> _YOUR TASK_
Because the pictures are not wanted, reproduce the rest of the records below exactly as they stand.

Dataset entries

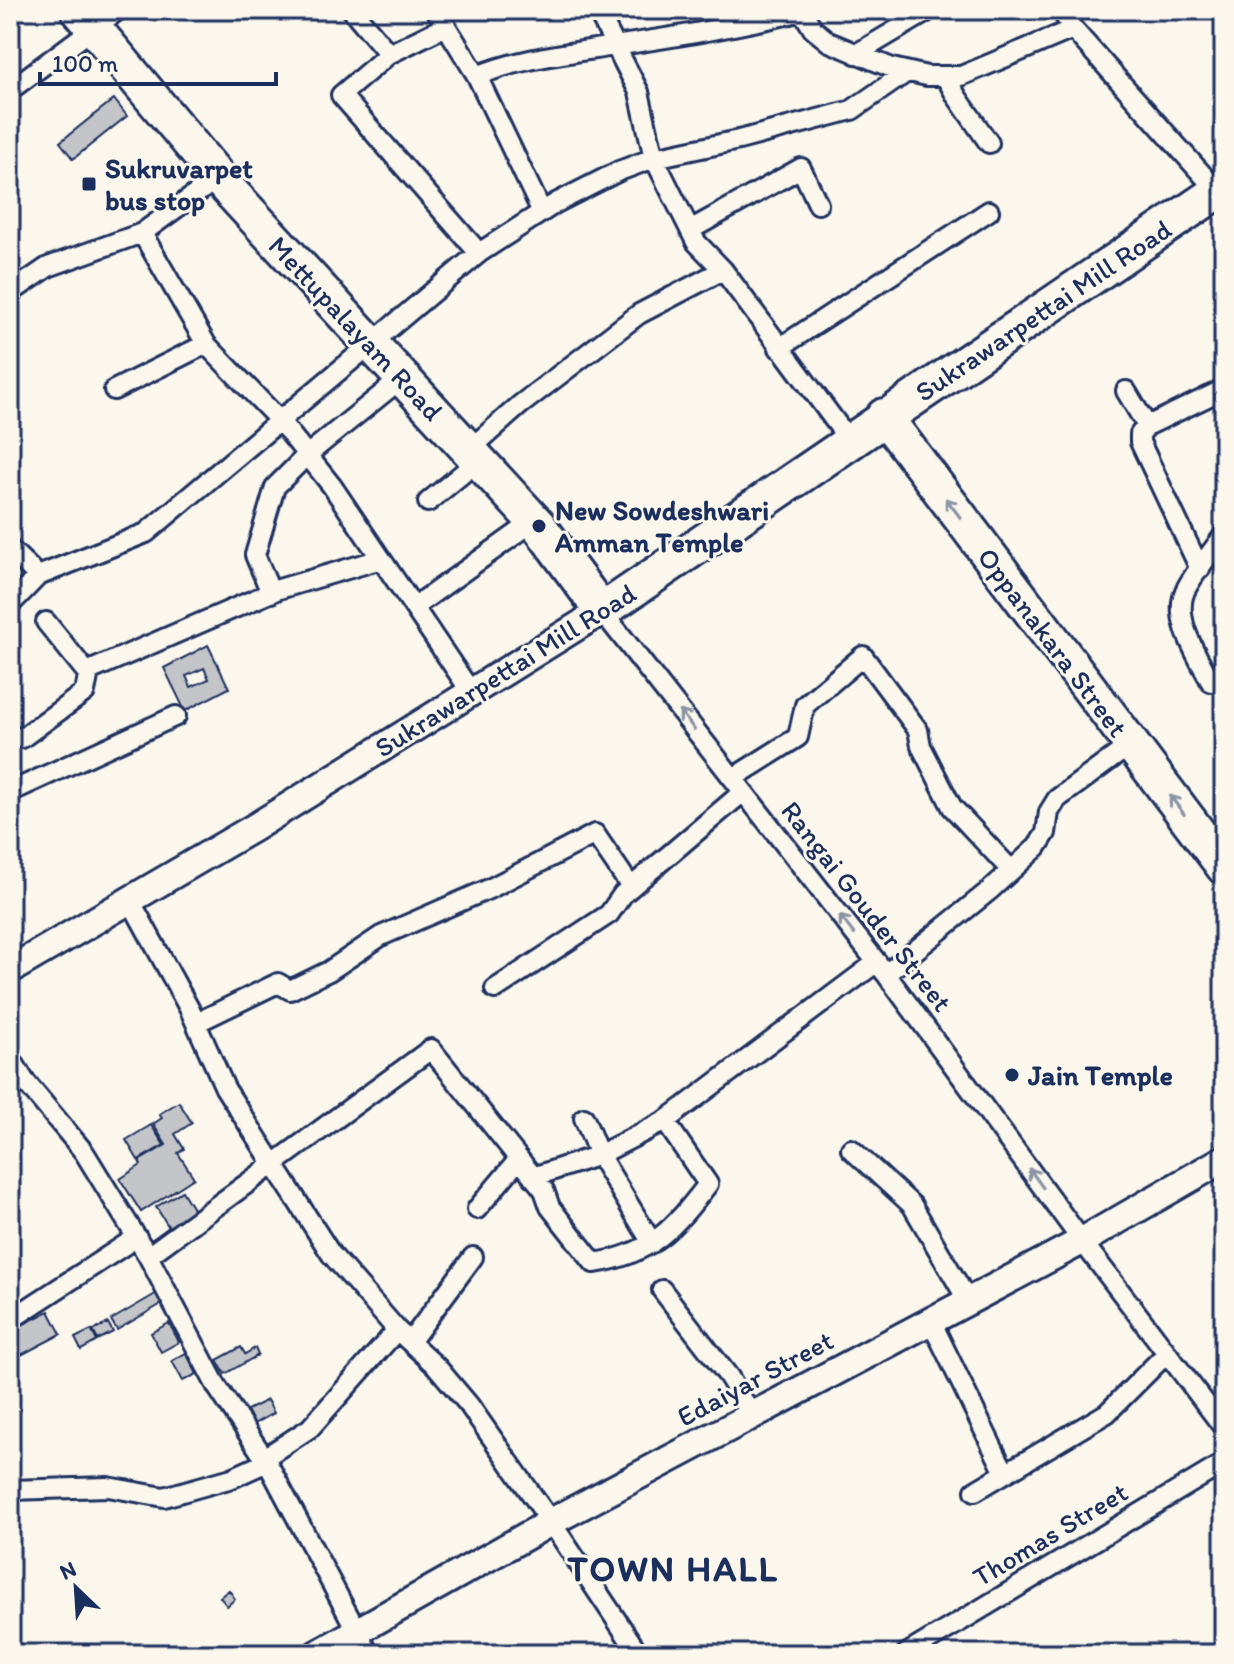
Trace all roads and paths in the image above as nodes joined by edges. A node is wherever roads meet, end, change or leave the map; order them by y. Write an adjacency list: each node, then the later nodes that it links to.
1 (352, 10): 10 (street)
2 (597, 10): 9 (street)
3 (930, 10): 11 (street)
4 (1061, 10): 8 (street)
5 (802, 11): 9 (street); 11 (street)
6 (97, 16): 15 (street); 18 (highway, Mettupalayam Road)
7 (441, 18): 10 (street); 13 (street)
8 (1073, 29): 14 (street); 19 (street)
9 (617, 46): 13 (street); 17 (street)
10 (389, 54): 25 (street)
11 (856, 54): 12 (street)
12 (907, 72): 14 (street); 17 (street)
13 (477, 76): 22 (street)
14 (945, 76): 16 (street)
15 (10, 90)
16 (989, 143)
17 (654, 158): 22 (street); 23 (street)
18 (218, 178): 24 (street); 29 (highway, Mettupalayam Road)
19 (1222, 194): 35 (highway, Sukrawarpettai Mill Road)
20 (818, 204): 23 (street)
21 (989, 211): 30 (street)
22 (542, 212): 25 (street)
23 (690, 230): 26 (street)
24 (142, 233): 27 (street); 28 (street)
25 (479, 253): 29 (street)
26 (723, 270): 30 (street); 40 (street)
27 (10, 293)
28 (206, 344): 33 (street); 36 (street)
29 (371, 346): 31 (highway, Mettupalayam Road); 36 (street)
30 (779, 348): 38 (street)
31 (402, 378): 39 (street); 40 (highway, Mettupalayam Road)
32 (1224, 389): 37 (street)
33 (114, 390)
34 (1126, 391): 37 (street)
35 (884, 416): 38 (highway, Sukrawarpettai Mill Road); 58 (highway, Oppanakara Street, one-way to 35)
36 (280, 421): 39 (street); 47 (street)
37 (1147, 426): 46 (street)
38 (849, 440): 51 (highway, Sukrawarpettai Mill Road)
39 (307, 455): 45 (street); 48 (street)
40 (474, 455): 41 (street); 42 (highway, Mettupalayam Road)
41 (428, 502)
42 (534, 521): 50 (street); 51 (highway, Mettupalayam Road)
43 (1224, 535): 46 (street)
44 (10, 549): 47 (street)
45 (381, 559): 48 (street); 50 (street)
46 (1200, 569): 54 (street)
47 (38, 576): 49 (street)
48 (271, 593): 53 (street)
49 (10, 605)
50 (414, 607): 55 (street)
51 (602, 611): 55 (street, Sukrawarpettai Mill Road); 59 (street, Rangai Gouder Street, one-way to 51)
52 (46, 622): 53 (street)
53 (88, 674): 57 (street)
54 (1211, 682)
55 (471, 692): 64 (street, Sukrawarpettai Mill Road)
56 (176, 716): 60 (street)
57 (10, 736)
58 (1130, 745): 61 (highway, Oppanakara Street, one-way to 58); 62 (street)
59 (738, 785): 62 (street); 63 (street); 65 (street, Rangai Gouder Street, one-way to 59)
60 (10, 792)
61 (1224, 867)
62 (1010, 869): 65 (street)
63 (631, 887): 67 (street); 68 (street)
64 (130, 900): 66 (street, Sukrawarpettai Mill Road); 68 (street)
65 (881, 968): 71 (street); 80 (street, Rangai Gouder Street, one-way to 65)
66 (10, 970)
67 (495, 989)
68 (196, 1023): 76 (street)
69 (10, 1057): 79 (street)
70 (584, 1118): 73 (street)
71 (665, 1121): 73 (street); 81 (street)
72 (851, 1149): 85 (street)
73 (599, 1155): 77 (street); 81 (street)
74 (519, 1159): 76 (street); 77 (street); 78 (street)
75 (1224, 1159): 80 (street, Edaiyar Street)
76 (273, 1165): 82 (street); 88 (street)
77 (533, 1177): 81 (street)
78 (477, 1209)
79 (137, 1237): 82 (street); 86 (street)
80 (1082, 1241): 85 (street, Edaiyar Street); 89 (street, Rangai Gouder Street)
81 (652, 1243)
82 (148, 1256): 92 (street)
83 (473, 1257): 88 (street)
84 (662, 1290): 90 (street)
85 (968, 1301): 87 (street, Edaiyar Street)
86 (10, 1320)
87 (931, 1321): 90 (street, Edaiyar Street); 94 (street)
88 (403, 1336): 92 (street); 97 (street)
89 (1167, 1353): 91 (street, Rangai Gouder Street); 94 (street)
90 (752, 1415): 97 (street, Edaiyar Street)
91 (1224, 1428)
92 (266, 1460): 95 (street); 98 (street)
93 (1224, 1463): 101 (street, Thomas Street)
94 (1005, 1473): 96 (street)
95 (10, 1490)
96 (975, 1491)
97 (551, 1522): 98 (street, Edaiyar Street); 100 (street)
98 (363, 1644): 99 (street, Edaiyar Street)
99 (317, 1654)
100 (639, 1654)
101 (906, 1654)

> _RESPONSE AREA_
Trace all roads and paths in the image above as nodes joined by edges. A node is wherever roads meet, end, change or leave the map; order them by y. Write an adjacency list: each node, then the later nodes that it links to.
1 (352, 10): 10 (street)
2 (597, 10): 9 (street)
3 (930, 10): 11 (street)
4 (1061, 10): 8 (street)
5 (802, 11): 9 (street); 11 (street)
6 (97, 16): 15 (street); 18 (highway, Mettupalayam Road)
7 (441, 18): 10 (street); 13 (street)
8 (1073, 29): 14 (street); 19 (street)
9 (617, 46): 13 (street); 17 (street)
10 (389, 54): 25 (street)
11 (856, 54): 12 (street)
12 (907, 72): 14 (street); 17 (street)
13 (477, 76): 22 (street)
14 (945, 76): 16 (street)
15 (10, 90)
16 (989, 143)
17 (654, 158): 22 (street); 23 (street)
18 (218, 178): 24 (street); 29 (highway, Mettupalayam Road)
19 (1222, 194): 35 (highway, Sukrawarpettai Mill Road)
20 (818, 204): 23 (street)
21 (989, 211): 30 (street)
22 (542, 212): 25 (street)
23 (690, 230): 26 (street)
24 (142, 233): 27 (street); 28 (street)
25 (479, 253): 29 (street)
26 (723, 270): 30 (street); 40 (street)
27 (10, 293)
28 (206, 344): 33 (street); 36 (street)
29 (371, 346): 31 (highway, Mettupalayam Road); 36 (street)
30 (779, 348): 38 (street)
31 (402, 378): 39 (street); 40 (highway, Mettupalayam Road)
32 (1224, 389): 37 (street)
33 (114, 390)
34 (1126, 391): 37 (street)
35 (884, 416): 38 (highway, Sukrawarpettai Mill Road); 58 (highway, Oppanakara Street, one-way to 35)
36 (280, 421): 39 (street); 47 (street)
37 (1147, 426): 46 (street)
38 (849, 440): 51 (highway, Sukrawarpettai Mill Road)
39 (307, 455): 45 (street); 48 (street)
40 (474, 455): 41 (street); 42 (highway, Mettupalayam Road)
41 (428, 502)
42 (534, 521): 50 (street); 51 (highway, Mettupalayam Road)
43 (1224, 535): 46 (street)
44 (10, 549): 47 (street)
45 (381, 559): 48 (street); 50 (street)
46 (1200, 569): 54 (street)
47 (38, 576): 49 (street)
48 (271, 593): 53 (street)
49 (10, 605)
50 (414, 607): 55 (street)
51 (602, 611): 55 (street, Sukrawarpettai Mill Road); 59 (street, Rangai Gouder Street, one-way to 51)
52 (46, 622): 53 (street)
53 (88, 674): 57 (street)
54 (1211, 682)
55 (471, 692): 64 (street, Sukrawarpettai Mill Road)
56 (176, 716): 60 (street)
57 (10, 736)
58 (1130, 745): 61 (highway, Oppanakara Street, one-way to 58); 62 (street)
59 (738, 785): 62 (street); 63 (street); 65 (street, Rangai Gouder Street, one-way to 59)
60 (10, 792)
61 (1224, 867)
62 (1010, 869): 65 (street)
63 (631, 887): 67 (street); 68 (street)
64 (130, 900): 66 (street, Sukrawarpettai Mill Road); 68 (street)
65 (881, 968): 71 (street); 80 (street, Rangai Gouder Street, one-way to 65)
66 (10, 970)
67 (495, 989)
68 (196, 1023): 76 (street)
69 (10, 1057): 79 (street)
70 (584, 1118): 73 (street)
71 (665, 1121): 73 (street); 81 (street)
72 (851, 1149): 85 (street)
73 (599, 1155): 77 (street); 81 (street)
74 (519, 1159): 76 (street); 77 (street); 78 (street)
75 (1224, 1159): 80 (street, Edaiyar Street)
76 (273, 1165): 82 (street); 88 (street)
77 (533, 1177): 81 (street)
78 (477, 1209)
79 (137, 1237): 82 (street); 86 (street)
80 (1082, 1241): 85 (street, Edaiyar Street); 89 (street, Rangai Gouder Street)
81 (652, 1243)
82 (148, 1256): 92 (street)
83 (473, 1257): 88 (street)
84 (662, 1290): 90 (street)
85 (968, 1301): 87 (street, Edaiyar Street)
86 (10, 1320)
87 (931, 1321): 90 (street, Edaiyar Street); 94 (street)
88 (403, 1336): 92 (street); 97 (street)
89 (1167, 1353): 91 (street, Rangai Gouder Street); 94 (street)
90 (752, 1415): 97 (street, Edaiyar Street)
91 (1224, 1428)
92 (266, 1460): 95 (street); 98 (street)
93 (1224, 1463): 101 (street, Thomas Street)
94 (1005, 1473): 96 (street)
95 (10, 1490)
96 (975, 1491)
97 (551, 1522): 98 (street, Edaiyar Street); 100 (street)
98 (363, 1644): 99 (street, Edaiyar Street)
99 (317, 1654)
100 (639, 1654)
101 (906, 1654)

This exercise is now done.